Over the course of his long career, Picasso devoted himself to sculpture wholeheartedly, if episodically, using both traditional and unconventional materials and techniques. Unlike painting, in which he was formally trained and through which he made his living, sculpture occupied a uniquely personal and experimental status in Picasso's oeuvre. He kept the majority of his sculptures in his private possession during his lifetime, and it was only in the late 1960s that the public became fully aware of this side of his oeuvre.
Picasso Sculpture presents approximately 150 sculptures--many of them captured in newly commissioned and sometimes multi-view photographs--alongside a selection of works on paper and photographs. Organized into chapters that correspond to distinct periods during which Picasso devoted himself to sculpture, the publication features an introduction by the exhibition curators as well as a richly illustrated documentary chronology focusing on the sculptures included in the exhibition. A comprehensive bibliography and list of historic exhibitions related to Picasso's work in sculpture closes the volume, advancing the understanding of Picasso's practice and lifelong commitment to constant reinvention.

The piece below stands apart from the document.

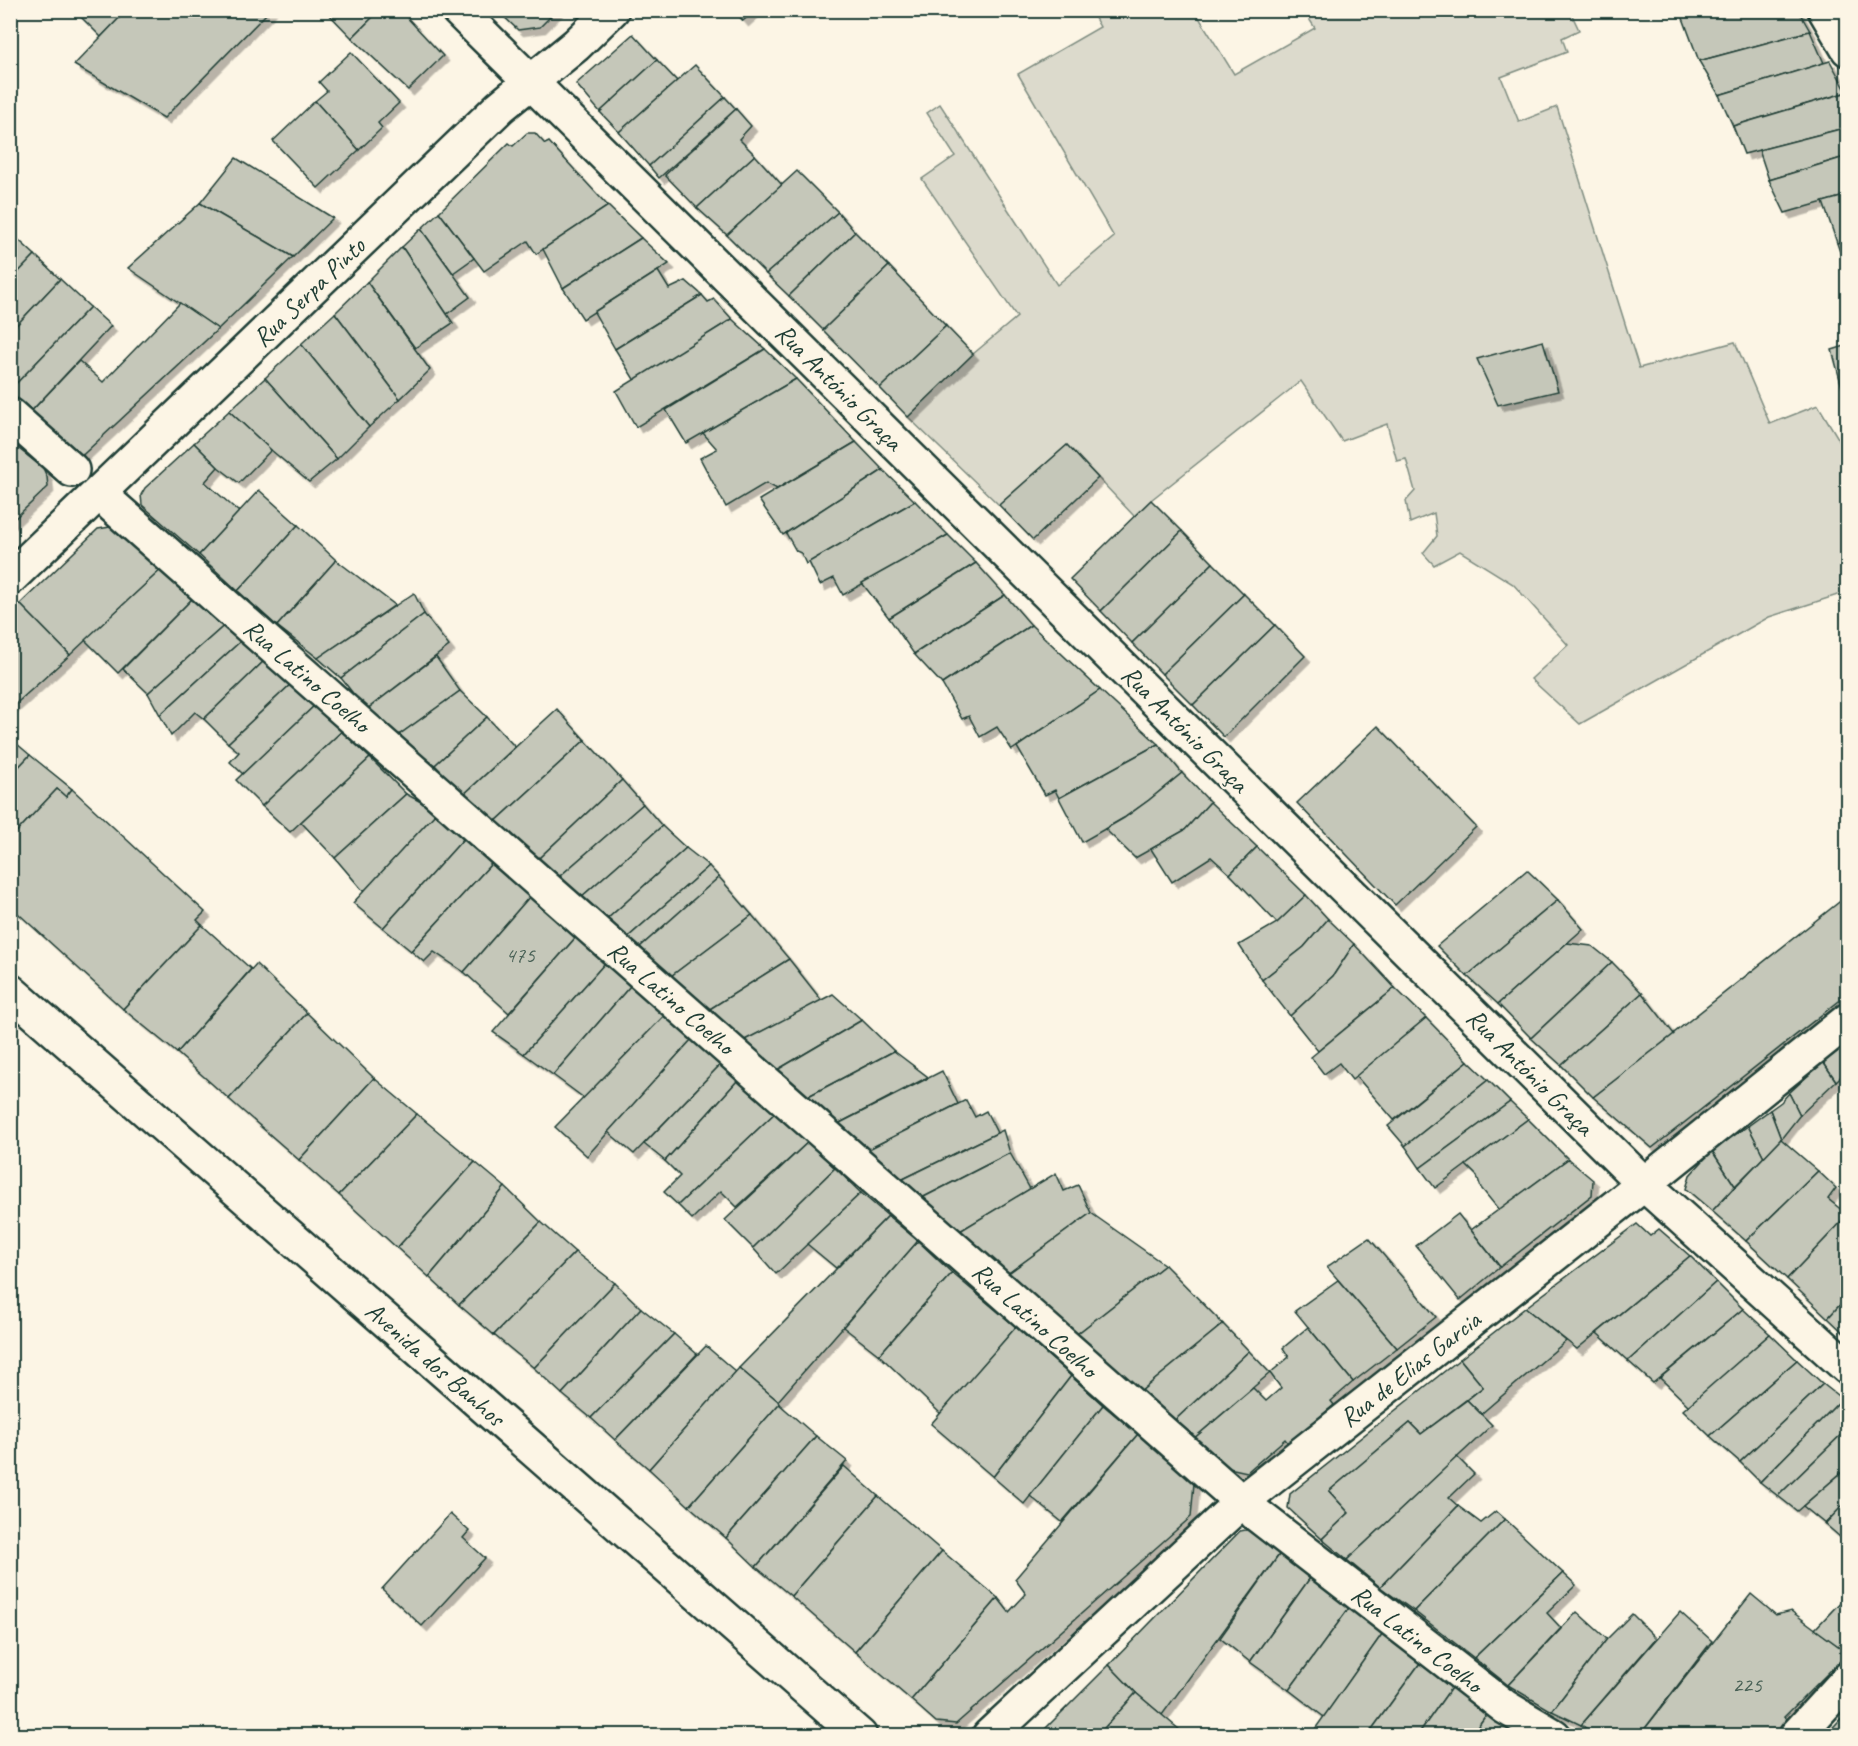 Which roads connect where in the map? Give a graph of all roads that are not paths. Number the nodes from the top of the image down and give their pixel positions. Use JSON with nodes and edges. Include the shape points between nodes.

Ann Temkin is The Marie-Josée and Henry Kravis Chief Curator of Painting and Sculpture at The Museum of Modern Art, New York.
Anne Umland is The Blanchette Hooker Rockefeller Curator of Painting and Sculpture at MoMA.
Luise Mahler is Assistant Curator in the Department of Painting and Sculpture at The Museum of Modern Art, New York.
Virginie Perdrisot is Curator of Sculpture and Ceramics at the Musée national Picasso, Paris.